▶ _Dataset records_:
___

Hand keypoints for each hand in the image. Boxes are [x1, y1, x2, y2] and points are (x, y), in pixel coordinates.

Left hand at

___

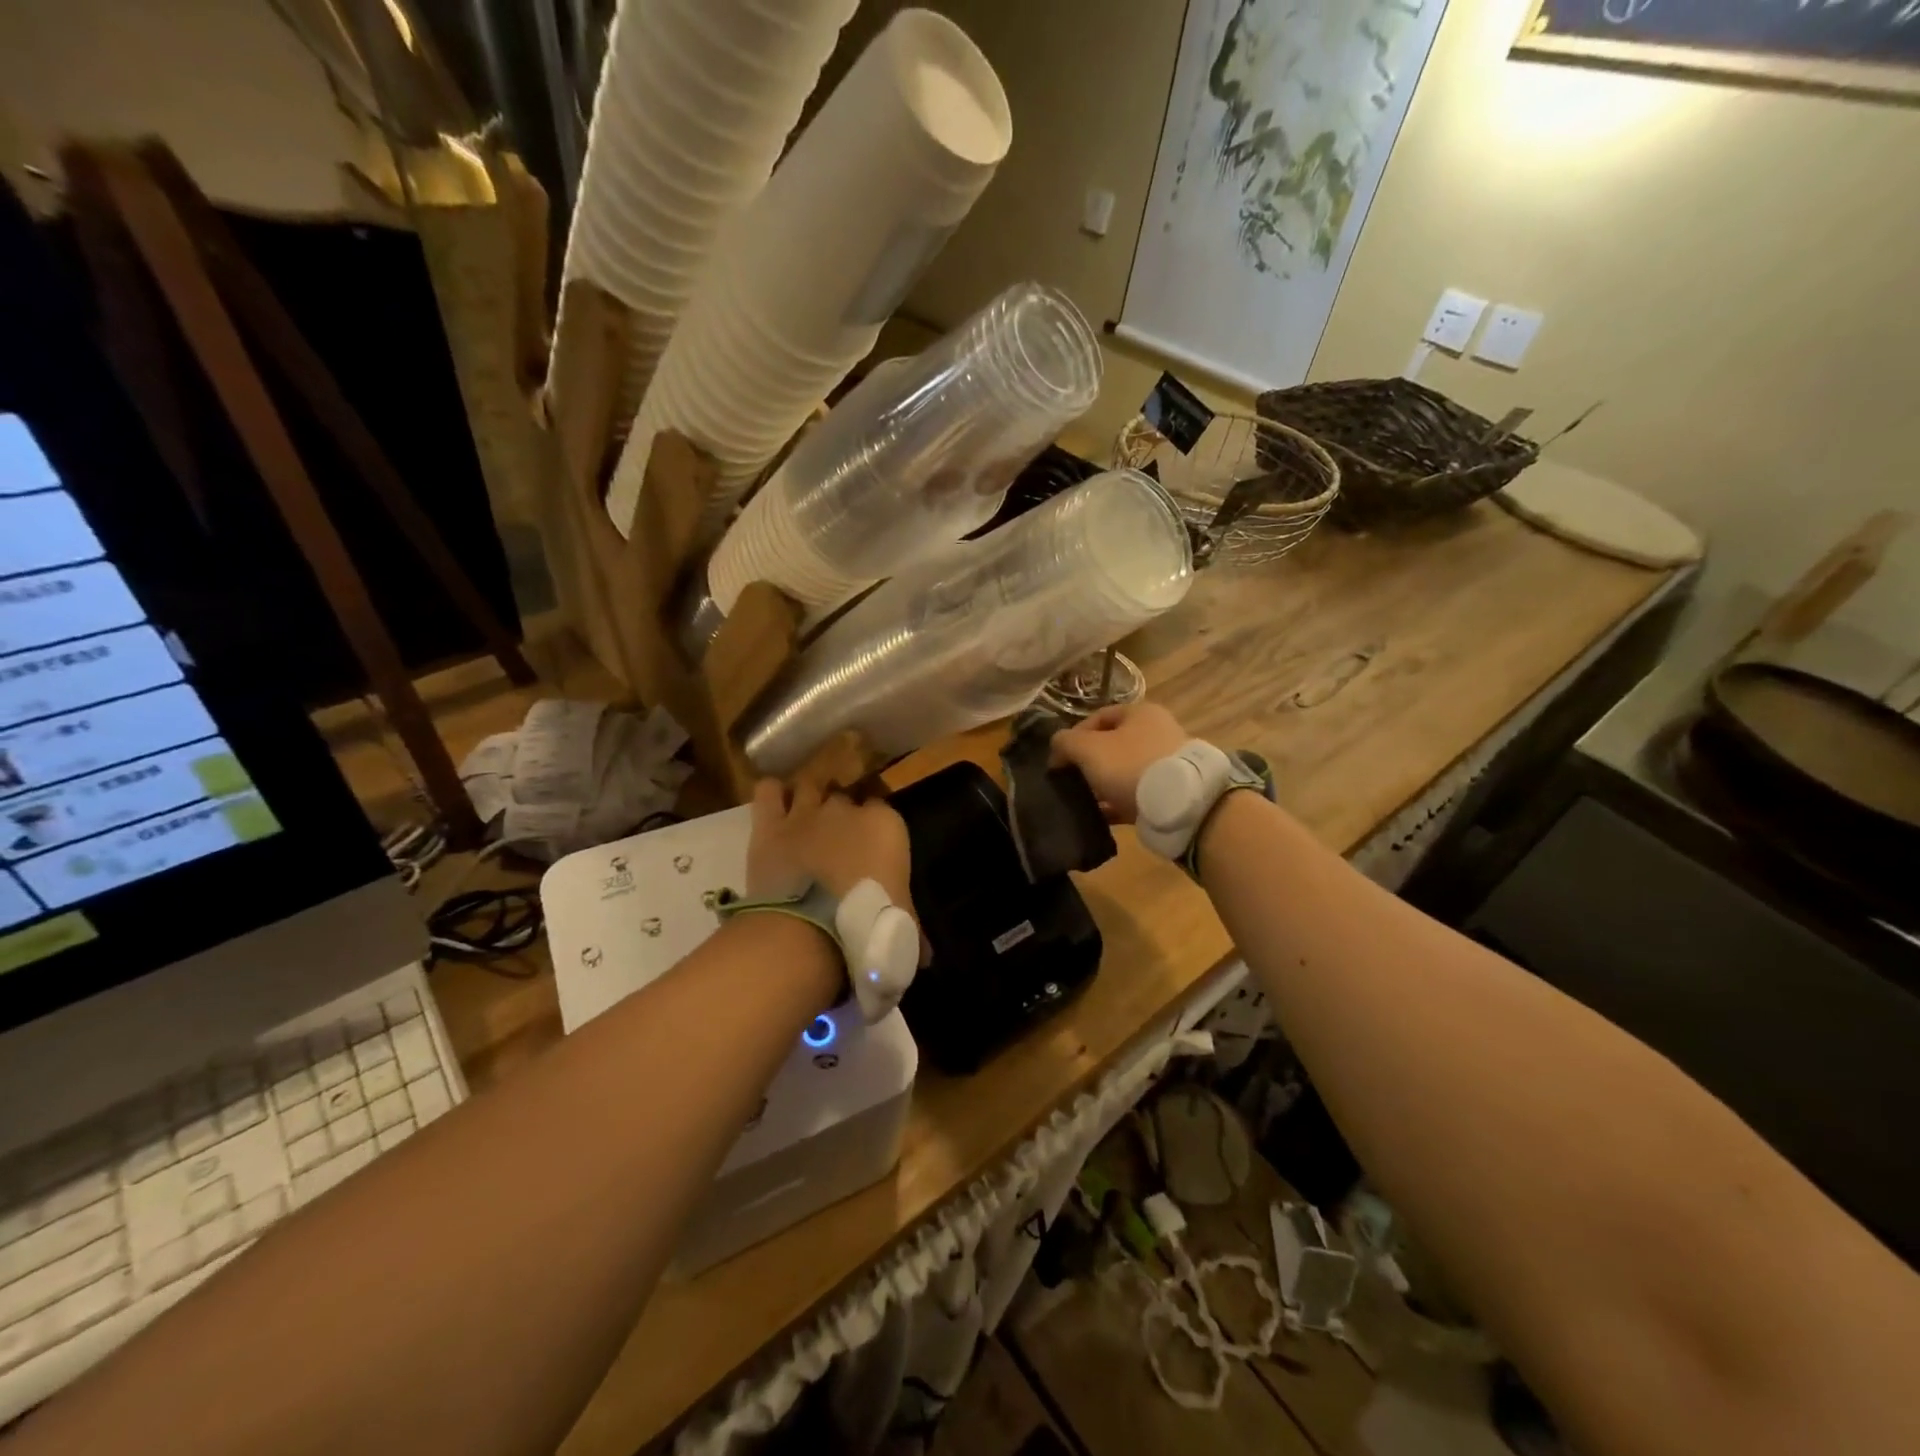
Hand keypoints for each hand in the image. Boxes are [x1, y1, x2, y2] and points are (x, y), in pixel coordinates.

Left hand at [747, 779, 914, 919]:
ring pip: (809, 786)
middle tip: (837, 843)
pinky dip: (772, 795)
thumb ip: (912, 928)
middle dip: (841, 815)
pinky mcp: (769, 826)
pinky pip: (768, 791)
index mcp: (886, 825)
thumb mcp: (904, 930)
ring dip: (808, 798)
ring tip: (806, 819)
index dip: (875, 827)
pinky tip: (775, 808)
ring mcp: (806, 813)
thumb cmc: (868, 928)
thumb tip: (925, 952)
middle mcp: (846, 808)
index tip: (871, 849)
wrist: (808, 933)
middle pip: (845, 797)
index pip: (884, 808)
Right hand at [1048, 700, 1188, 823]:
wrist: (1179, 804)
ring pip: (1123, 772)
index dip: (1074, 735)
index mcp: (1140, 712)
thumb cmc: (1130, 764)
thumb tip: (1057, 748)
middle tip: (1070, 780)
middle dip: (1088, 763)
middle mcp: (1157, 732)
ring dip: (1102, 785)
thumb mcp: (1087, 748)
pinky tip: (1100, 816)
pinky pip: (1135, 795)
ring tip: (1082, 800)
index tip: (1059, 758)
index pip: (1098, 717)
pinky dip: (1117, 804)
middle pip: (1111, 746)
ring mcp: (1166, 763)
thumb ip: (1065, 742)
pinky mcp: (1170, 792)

___

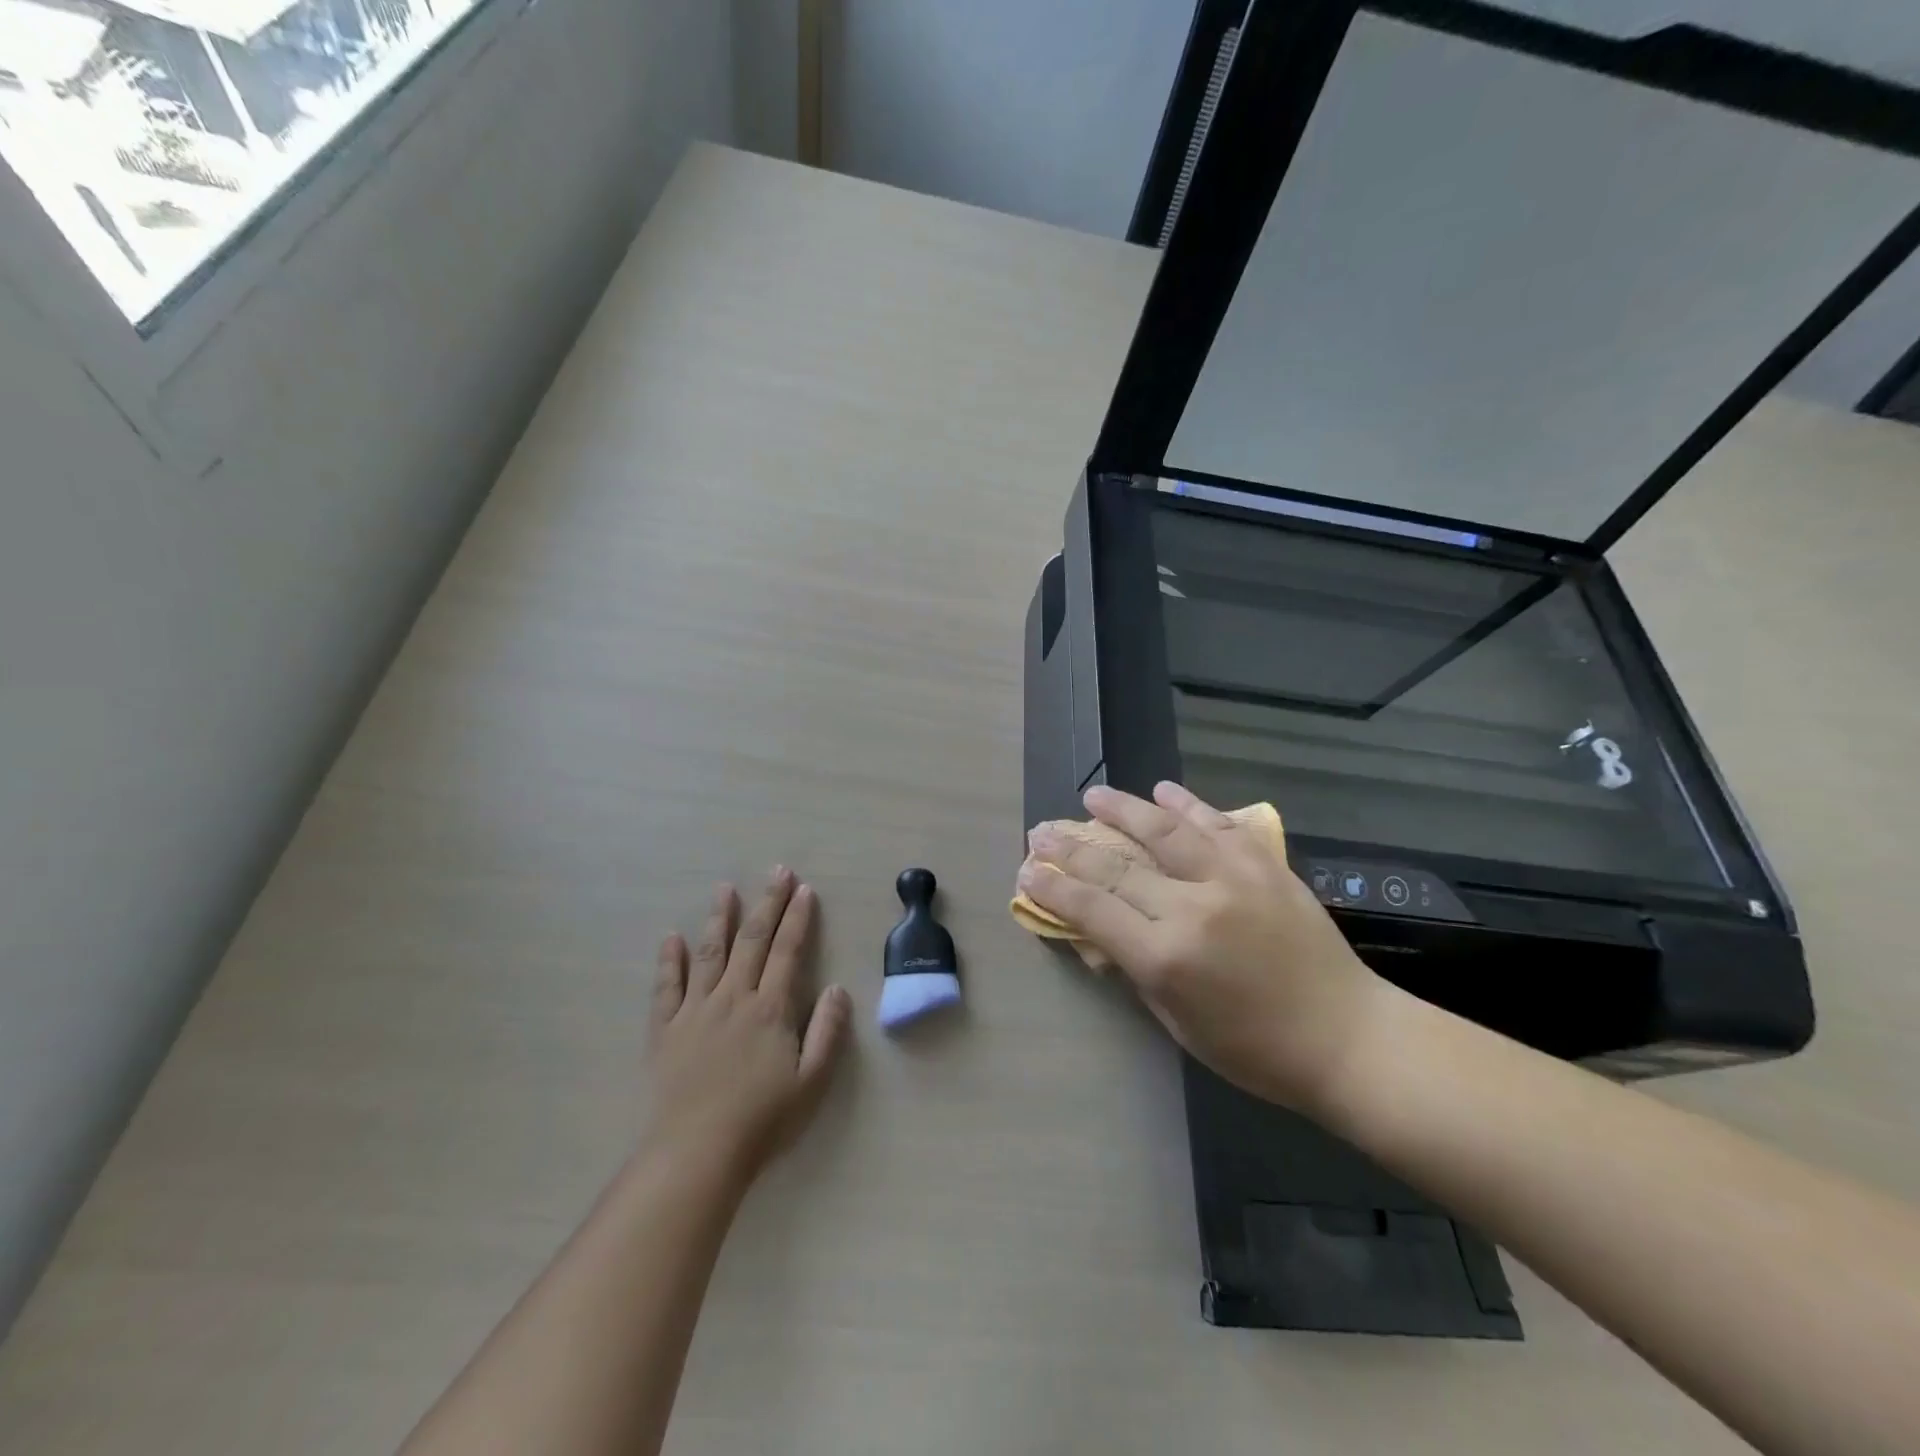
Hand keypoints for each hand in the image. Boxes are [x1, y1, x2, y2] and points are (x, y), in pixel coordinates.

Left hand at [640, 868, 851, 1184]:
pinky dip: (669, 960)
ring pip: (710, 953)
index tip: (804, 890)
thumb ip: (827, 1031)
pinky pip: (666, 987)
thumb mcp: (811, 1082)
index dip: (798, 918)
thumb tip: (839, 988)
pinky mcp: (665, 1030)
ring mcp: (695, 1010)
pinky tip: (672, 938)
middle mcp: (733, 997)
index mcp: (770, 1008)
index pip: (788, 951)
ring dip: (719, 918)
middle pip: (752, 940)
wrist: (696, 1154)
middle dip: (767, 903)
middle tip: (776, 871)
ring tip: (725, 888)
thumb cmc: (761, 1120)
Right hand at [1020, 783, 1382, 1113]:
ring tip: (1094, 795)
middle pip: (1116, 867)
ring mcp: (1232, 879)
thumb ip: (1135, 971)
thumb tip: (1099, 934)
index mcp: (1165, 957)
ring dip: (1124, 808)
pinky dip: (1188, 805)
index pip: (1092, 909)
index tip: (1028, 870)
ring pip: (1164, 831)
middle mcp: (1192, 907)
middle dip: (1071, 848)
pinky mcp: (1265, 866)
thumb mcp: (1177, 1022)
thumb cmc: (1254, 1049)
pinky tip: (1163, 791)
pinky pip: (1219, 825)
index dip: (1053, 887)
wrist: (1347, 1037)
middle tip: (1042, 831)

___

▶ _What to do_:
Isolate each line of the listing above that includes "hand". Copy it.

▶ _Task answer_:
Hand keypoints for each hand in the image. Boxes are [x1, y1, x2, y2] and points are (x, y), in pixel coordinates.
Left hand at
Hand keypoints for each hand in the image. Boxes are [x1, y1, x2, y2] and points are (x, y), in pixel coordinates.
Left hand at [747, 779, 914, 919]:
Right hand at [1048, 700, 1188, 823]:
Hand keypoints for each hand in the image. Boxes are [x1, y1, x2, y2] and points are (x, y), in pixel coordinates.
Left hand at [640, 868, 851, 1184]:
Right hand at [1020, 783, 1382, 1113]:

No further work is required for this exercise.